Trump contro gli Houthi

Sia il presidente americano Donald Trump che i ribelli Houthi in Yemen, sostenuti dall’Iranminacciano un’escalation dopo che gli Stati Uniti hanno lanciato attacchi aerei contro la fazione armata yemenita nella capitale Sanaa e in altre province, tra cui Saada, la roccaforte dei ribelli al confine con l’Arabia Saudita. Nei bombardamenti secondo fonti del gruppo sono rimaste uccise almeno 53 persone, tra cui cinque donne e due bambini. Sabato Trump aveva promesso di usare «una forza letale schiacciante» finché gli Houthi non cesseranno i loro attacchi e ha avvertito che Teheran sarà ritenuta «pienamente responsabile» per le loro azioni.

Gli Houthi attaccano da mesi le navi nel Mar Rosso, in quello che definiscono un atto di solidarietà con i palestinesi di Gaza. Gli attacchi si erano fermati quando a gennaio è scattato il cessate il fuoco tra Israele Hamas, ma sono ripresi contro le navi israeliane dopo che Israele ha interrotto il flusso di aiuti umanitari verso Gaza questo mese.

I bombardamenti contro gli Houthi, scrive Guido Olimpio, fanno parte della strategia americana contro l’Iran:
«Massima pressione diplomatica/sanzioni per bloccare il programma nucleare e avviare negoziati; eventuale opzione militare (anche se Trump ha ribadito che preferisce la trattativa). Prendendo di mira l’alleato yemenita dei mullah gli Stati Uniti vogliono far capire all’interlocutore che tutto è possibile e lo mettono alla prova.
I collaboratori del presidente hanno poi indicato le linee guida: per ora nessuna azione di terra, le incursioni proseguiranno fintanto che i militanti non smetteranno di prendere di mira il trasporto in Mar Rosso. Un passo in più rispetto alla strategia del contenimento di Joe Biden
».

Trump sfida i giudici sui migranti
Ancora Trump. La sua amministrazione ha espulso centinaia di immigrati in El Salvador in base a una dichiarazione di guerra che ha più di due secoli, anche se un giudice federale ha sospeso temporaneamente le espulsioni. I migranti erano già in volo al momento della sentenza. La decisione è di fatto una sfida contro i giudici.

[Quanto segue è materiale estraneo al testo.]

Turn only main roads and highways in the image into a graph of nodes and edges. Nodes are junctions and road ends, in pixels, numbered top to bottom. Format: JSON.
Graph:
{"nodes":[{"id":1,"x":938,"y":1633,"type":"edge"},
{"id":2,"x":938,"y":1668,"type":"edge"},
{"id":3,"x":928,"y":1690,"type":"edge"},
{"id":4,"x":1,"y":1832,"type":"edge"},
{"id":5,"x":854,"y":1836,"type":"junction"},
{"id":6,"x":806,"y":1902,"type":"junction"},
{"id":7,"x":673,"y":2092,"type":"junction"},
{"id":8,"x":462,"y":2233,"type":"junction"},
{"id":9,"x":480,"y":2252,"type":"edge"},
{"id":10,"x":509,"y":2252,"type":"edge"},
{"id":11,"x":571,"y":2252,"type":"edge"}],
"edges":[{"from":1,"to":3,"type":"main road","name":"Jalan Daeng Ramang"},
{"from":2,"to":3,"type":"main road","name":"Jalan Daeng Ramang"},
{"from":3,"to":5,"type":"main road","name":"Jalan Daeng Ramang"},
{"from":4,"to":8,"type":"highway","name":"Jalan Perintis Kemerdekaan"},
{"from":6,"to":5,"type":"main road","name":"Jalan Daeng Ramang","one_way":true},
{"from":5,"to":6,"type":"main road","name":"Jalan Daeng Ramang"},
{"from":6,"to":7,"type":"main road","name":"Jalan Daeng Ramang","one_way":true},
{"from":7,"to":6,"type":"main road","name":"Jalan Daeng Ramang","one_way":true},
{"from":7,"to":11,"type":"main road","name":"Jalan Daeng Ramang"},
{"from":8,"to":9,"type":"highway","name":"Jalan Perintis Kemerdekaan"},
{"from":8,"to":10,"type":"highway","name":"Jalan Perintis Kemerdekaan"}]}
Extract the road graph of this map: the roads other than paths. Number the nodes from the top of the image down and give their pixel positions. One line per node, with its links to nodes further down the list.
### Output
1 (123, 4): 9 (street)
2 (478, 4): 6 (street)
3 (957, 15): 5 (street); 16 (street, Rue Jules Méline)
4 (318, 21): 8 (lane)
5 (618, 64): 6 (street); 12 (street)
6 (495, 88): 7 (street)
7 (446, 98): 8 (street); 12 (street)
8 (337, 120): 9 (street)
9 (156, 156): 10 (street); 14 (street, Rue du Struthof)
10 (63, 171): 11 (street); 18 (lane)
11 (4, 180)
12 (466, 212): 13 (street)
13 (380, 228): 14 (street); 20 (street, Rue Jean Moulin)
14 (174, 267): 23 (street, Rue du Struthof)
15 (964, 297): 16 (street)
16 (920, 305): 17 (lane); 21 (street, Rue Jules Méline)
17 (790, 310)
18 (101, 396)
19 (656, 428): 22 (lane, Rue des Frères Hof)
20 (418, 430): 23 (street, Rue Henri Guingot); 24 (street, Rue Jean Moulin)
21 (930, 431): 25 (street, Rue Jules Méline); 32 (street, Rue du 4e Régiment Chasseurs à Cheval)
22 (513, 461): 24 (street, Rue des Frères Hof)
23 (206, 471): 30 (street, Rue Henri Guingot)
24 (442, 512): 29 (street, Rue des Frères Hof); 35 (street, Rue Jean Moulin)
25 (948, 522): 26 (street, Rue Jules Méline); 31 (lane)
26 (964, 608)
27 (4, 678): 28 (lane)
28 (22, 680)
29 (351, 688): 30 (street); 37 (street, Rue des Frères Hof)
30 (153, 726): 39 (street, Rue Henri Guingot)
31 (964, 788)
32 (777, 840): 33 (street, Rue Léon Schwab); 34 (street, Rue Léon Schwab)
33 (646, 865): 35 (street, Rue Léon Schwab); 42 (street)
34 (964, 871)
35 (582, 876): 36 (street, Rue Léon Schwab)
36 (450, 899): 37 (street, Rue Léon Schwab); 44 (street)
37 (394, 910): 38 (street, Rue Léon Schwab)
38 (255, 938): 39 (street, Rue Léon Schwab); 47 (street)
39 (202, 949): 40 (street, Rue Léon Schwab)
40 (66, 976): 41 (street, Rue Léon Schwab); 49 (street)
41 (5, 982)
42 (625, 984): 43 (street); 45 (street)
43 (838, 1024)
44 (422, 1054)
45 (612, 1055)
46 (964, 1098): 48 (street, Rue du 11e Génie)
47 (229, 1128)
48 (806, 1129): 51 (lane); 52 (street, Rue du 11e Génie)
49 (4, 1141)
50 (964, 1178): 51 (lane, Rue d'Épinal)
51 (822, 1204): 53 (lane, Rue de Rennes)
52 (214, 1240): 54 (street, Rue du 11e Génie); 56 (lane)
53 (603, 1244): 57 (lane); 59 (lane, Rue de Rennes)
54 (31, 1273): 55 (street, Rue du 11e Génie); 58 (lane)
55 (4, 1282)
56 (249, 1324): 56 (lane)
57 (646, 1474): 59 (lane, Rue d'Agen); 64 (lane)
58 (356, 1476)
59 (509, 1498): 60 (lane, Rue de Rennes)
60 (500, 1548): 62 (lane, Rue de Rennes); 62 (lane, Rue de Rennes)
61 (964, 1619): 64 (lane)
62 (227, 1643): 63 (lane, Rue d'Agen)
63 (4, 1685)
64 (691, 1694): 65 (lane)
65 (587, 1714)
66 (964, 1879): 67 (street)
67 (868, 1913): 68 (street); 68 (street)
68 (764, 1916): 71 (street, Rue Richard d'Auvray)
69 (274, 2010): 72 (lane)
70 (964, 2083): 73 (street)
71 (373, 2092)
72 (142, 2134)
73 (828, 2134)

La norma usata da Trump è l’Alien Enemies Act del 1798, che è stato utilizzato solo tre volte nella storia degli Stati Uniti: durante la Guerra del 1812 e durante le due Guerre Mondiali. Prevede che il Presidente dichiari che gli Stati Uniti sono in guerra, e gli dà poteri straordinari per detenere o allontanare stranieri che altrimenti sarebbero protetti dalle leggi sull’immigrazione o dalle leggi penali. L’ultima volta l’Alien Enemies Act è stato utilizzato per mettere nei campi di concentramento civili giapponesi-americani durante la Seconda Guerra Mondiale, una delle pagine peggiori della recente storia statunitense. L’uso della norma per espellere immigrati e presunti criminali  potrebbe finire di fronte alla Corte suprema americana.

Il presidente salvadoregno Nayib Bukele, ha accettato di detenere per un anno circa 300 immigrati – presunti membri del gruppo criminale Tren de Aragua – in un carcere per  terroristi per un periodo di un anno (rinnovabile). In cambio gli Stati Uniti, secondo l’agenzia Ap, pagheranno 6 milioni di dollari.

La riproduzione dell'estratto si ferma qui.